堂場瞬一の『チームⅢ』を読んで最も印象に残ったのは、山城悟の変化である。かつては自分自身の走りだけを追い求めていた山城が、今作では若いランナーを支える立場として描かれている。本作は、その成長と世代の継承を描いた物語だと感じた。


『チーム』シリーズでは一貫して「チームとは何か」というテーマが描かれてきた。駅伝はチーム競技である一方、マラソンは個人競技と考えられることが多い。しかしシリーズを通して描かれているのは、どのような競技であっても一人だけで結果を出すことはできないということである。選手を支える仲間や指導者、家族やスタッフなど、多くの人との関わりがあって初めて競技に打ち込むことができる。本作でもその考え方が重要なテーマになっていると感じた。

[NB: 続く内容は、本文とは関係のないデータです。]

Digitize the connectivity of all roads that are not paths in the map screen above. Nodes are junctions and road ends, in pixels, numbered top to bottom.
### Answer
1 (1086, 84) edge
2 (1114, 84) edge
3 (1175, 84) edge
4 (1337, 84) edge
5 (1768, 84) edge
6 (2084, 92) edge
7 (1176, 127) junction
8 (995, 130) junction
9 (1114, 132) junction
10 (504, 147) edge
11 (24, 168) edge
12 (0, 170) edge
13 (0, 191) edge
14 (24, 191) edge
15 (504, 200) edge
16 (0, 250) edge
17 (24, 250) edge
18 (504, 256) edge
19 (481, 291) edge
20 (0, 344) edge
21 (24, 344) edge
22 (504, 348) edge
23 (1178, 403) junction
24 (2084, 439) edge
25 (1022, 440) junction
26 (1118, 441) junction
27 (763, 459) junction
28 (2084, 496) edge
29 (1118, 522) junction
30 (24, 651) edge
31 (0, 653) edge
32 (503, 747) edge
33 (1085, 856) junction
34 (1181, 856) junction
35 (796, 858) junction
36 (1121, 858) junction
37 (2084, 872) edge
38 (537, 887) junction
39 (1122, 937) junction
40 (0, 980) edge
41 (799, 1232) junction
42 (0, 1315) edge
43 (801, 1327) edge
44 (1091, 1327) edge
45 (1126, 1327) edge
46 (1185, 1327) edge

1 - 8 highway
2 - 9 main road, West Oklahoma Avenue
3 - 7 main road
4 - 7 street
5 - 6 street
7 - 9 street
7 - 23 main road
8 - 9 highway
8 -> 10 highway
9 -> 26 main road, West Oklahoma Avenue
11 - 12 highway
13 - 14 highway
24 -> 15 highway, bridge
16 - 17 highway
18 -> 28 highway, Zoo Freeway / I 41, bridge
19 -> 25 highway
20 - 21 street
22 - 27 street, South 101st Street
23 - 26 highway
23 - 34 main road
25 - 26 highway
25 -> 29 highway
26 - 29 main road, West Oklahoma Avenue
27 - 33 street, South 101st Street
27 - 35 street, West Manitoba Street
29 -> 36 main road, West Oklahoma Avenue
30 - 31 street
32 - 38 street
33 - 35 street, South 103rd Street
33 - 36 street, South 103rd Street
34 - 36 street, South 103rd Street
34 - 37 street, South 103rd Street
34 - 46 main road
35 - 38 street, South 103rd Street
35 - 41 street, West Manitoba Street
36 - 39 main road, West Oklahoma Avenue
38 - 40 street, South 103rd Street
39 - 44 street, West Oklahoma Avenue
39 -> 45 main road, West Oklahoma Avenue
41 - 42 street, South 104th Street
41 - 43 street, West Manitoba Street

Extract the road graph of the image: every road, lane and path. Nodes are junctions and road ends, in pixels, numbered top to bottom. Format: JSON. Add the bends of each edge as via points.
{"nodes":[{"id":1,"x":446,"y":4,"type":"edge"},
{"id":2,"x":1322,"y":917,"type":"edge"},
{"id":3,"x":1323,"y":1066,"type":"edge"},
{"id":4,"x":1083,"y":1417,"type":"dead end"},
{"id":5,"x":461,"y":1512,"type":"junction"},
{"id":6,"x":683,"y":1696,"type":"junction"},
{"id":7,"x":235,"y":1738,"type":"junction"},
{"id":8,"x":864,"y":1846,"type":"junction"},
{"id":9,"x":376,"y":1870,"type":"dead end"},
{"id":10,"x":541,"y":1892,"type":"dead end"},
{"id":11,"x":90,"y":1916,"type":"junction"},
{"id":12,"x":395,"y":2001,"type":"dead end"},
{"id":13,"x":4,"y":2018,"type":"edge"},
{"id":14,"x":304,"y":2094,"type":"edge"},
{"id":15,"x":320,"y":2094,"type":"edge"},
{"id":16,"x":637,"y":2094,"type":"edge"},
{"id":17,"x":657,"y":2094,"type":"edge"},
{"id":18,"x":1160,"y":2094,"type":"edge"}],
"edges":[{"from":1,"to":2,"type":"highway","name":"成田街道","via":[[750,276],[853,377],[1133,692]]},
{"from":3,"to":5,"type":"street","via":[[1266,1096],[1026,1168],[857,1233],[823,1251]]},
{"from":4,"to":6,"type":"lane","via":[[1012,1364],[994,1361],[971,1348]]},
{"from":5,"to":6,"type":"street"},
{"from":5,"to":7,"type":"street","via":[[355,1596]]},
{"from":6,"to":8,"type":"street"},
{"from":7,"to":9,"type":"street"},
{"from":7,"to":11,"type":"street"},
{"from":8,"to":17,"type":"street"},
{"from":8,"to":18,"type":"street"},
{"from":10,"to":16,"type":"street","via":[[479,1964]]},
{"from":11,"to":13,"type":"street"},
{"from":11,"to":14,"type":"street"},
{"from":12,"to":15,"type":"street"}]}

まず注目したいのは山城悟の成長である。山城はこれまでの作品で、優れた才能を持ちながらも他人との関わりを避け、自分の走りだけに集中する人物として描かれていた。しかし今作では、将来を期待されながらも苦しみを抱える若手ランナーの日向誠を支える役割を担っている。もちろん山城の性格が大きく変わったわけではない。相変わらず不器用で、自分の気持ちを上手く言葉にできる人物ではない。それでも日向のために行動しようとする姿からは、これまでの経験を通して人として成長した様子がうかがえる。


私はこの変化に大きな意味があると考えた。人は誰かに支えられながら成長し、その後は自分が誰かを支える立場になっていく。本作では山城がまさにその姿を体現している。かつて仲間に助けられた経験があるからこそ、今度は自分が日向を助けようとするのである。その姿から、人とのつながりは一度きりではなく、世代を超えて受け継がれていくものなのだということが伝わってきた。


また、本作では「期待の重さ」についても描かれているように感じた。日向は将来を有望視されるランナーであり、多くの人から期待を寄せられている。しかし期待が大きいほど、その重圧に苦しむこともある。周囲から見れば恵まれた立場に見えても、本人は結果を出さなければならないというプレッシャーを抱えている。本作はトップアスリートの華やかな姿だけではなく、その裏側にある苦悩にも目を向けている作品だと思った。


さらに考えさせられたのは、「チーム」という言葉の意味である。本作に登場する人物たちは、それぞれ異なる場所で生活し、異なる目標に向かって進んでいる。しかし必要な時には再び集まり、仲間のために力を貸す。その関係は単なる友情ではなく、同じ経験を共有した者同士だからこそ生まれる強い絆で結ばれているように感じられた。


私は本作を読みながら、チームとは同じ場所で活動する集団のことだけを指すのではなく、互いを信頼し支え合う関係そのものを意味しているのではないかと考えた。実際に競技の場面だけでなく、人間関係の描写からもその考えが伝わってくる。だからこそ、この作品はスポーツ小説でありながら、多くの読者が共感できる内容になっているのだと思う。


また、本作には世代の継承というテーマも描かれている。かつて中心だった選手たちが次の世代を支え、その経験や思いを受け継いでいく姿が印象的だった。スポーツの世界では記録や勝敗に注目が集まりやすいが、それ以上に大切なのは経験や思いを次の世代へ伝えていくことなのかもしれない。山城から日向へと受け継がれていくものは、単なる技術ではなく、競技に向き合う姿勢や仲間を大切にする心なのだと感じた。


私はこの作品を通して、堂場瞬一が「人は一人では成長できない」ということを伝えようとしているのではないかと考えた。どれほど優れた才能を持っていても、周囲の支えがなければ前に進むことは難しい。そして支えられた経験は、やがて誰かを支える力へと変わっていく。本作ではその循環が丁寧に描かれている。


『チームⅢ』はスポーツの勝敗だけを描いた作品ではなく、人と人とのつながりや成長の過程を描いた物語である。山城悟の変化や日向誠との関わりを通して、仲間の大切さや世代を超えて受け継がれる絆について考えさせられた。私はこの作品から、人は支え合いながら生きていくことで成長できるというメッセージを強く受け取った。